- **Prompt**
Give the data again exactly as written, without any of its pictures.

*** Opening of Input ***

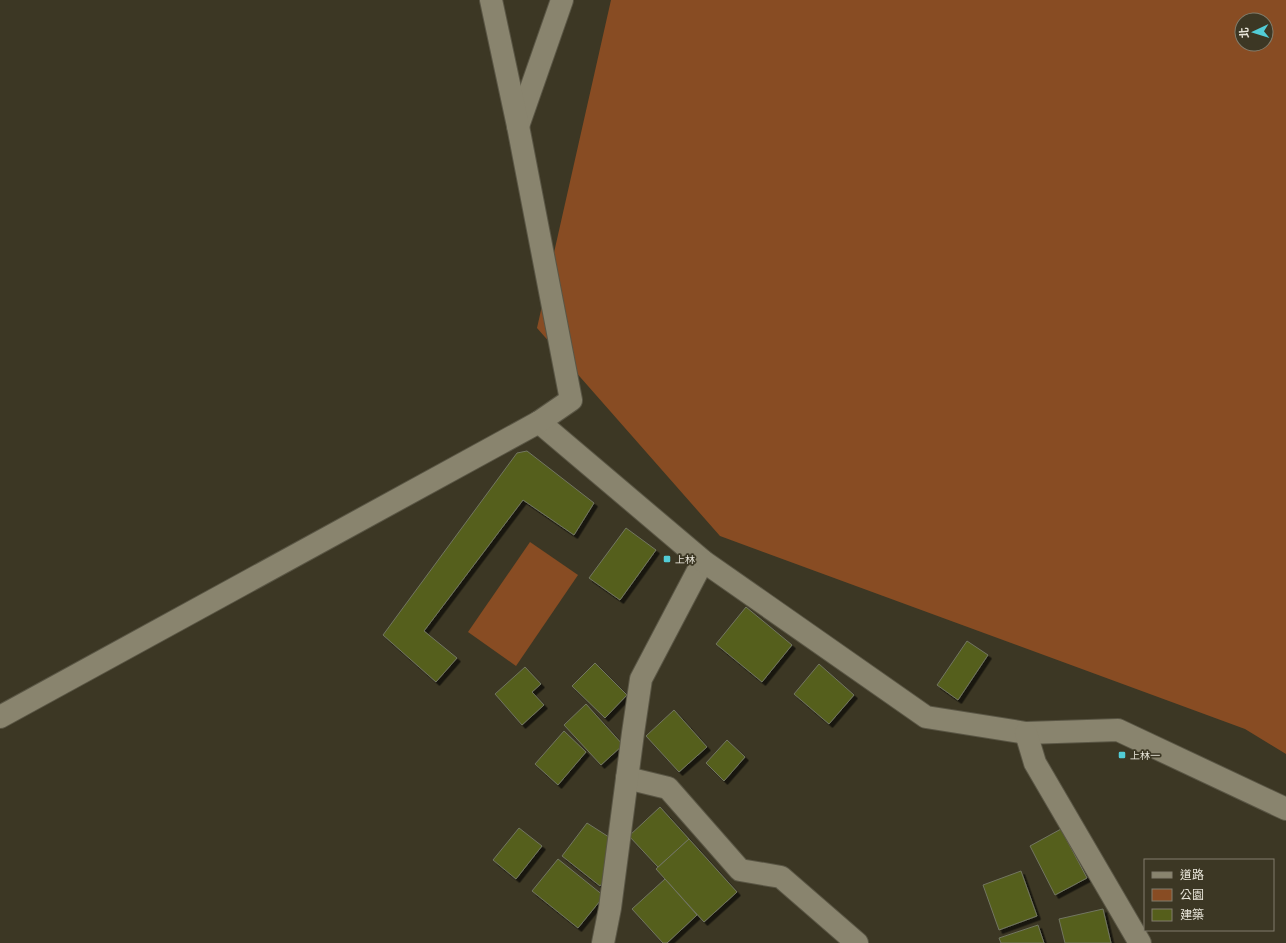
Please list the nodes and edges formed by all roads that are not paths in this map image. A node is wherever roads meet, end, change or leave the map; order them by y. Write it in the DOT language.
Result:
graph roads {
  1 [pos="491,0"];
  2 [pos="562,0"];
  3 [pos="518,126"];
  4 [pos="540,422"];
  5 [pos="703,561"];
  6 [pos="0,717"];
  7 [pos="1026,733"];
  8 [pos="627,778"];
  9 [pos="1286,809"];
  10 [pos="603,943"];
  11 [pos="857,943"];
  12 [pos="1140,943"];
  1 -- 3 [label="street"];
  2 -- 3 [label="street"];
  3 -- 4 [label="street"];
  4 -- 5 [label="street"];
  4 -- 6 [label="street"];
  5 -- 7 [label="street"];
  5 -- 8 [label="street"];
  7 -- 9 [label="street"];
  7 -- 12 [label="street"];
  8 -- 10 [label="street"];
  8 -- 11 [label="street"];
}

*** Close of Input ***

- **Solution to the problem**
Please list the nodes and edges formed by all roads that are not paths in this map image. A node is wherever roads meet, end, change or leave the map; order them by y. Write it in the DOT language.
Result:
graph roads {
  1 [pos="491,0"];
  2 [pos="562,0"];
  3 [pos="518,126"];
  4 [pos="540,422"];
  5 [pos="703,561"];
  6 [pos="0,717"];
  7 [pos="1026,733"];
  8 [pos="627,778"];
  9 [pos="1286,809"];
  10 [pos="603,943"];
  11 [pos="857,943"];
  12 [pos="1140,943"];
  1 -- 3 [label="street"];
  2 -- 3 [label="street"];
  3 -- 4 [label="street"];
  4 -- 5 [label="street"];
  4 -- 6 [label="street"];
  5 -- 7 [label="street"];
  5 -- 8 [label="street"];
  7 -- 9 [label="street"];
  7 -- 12 [label="street"];
  8 -- 10 [label="street"];
  8 -- 11 [label="street"];
}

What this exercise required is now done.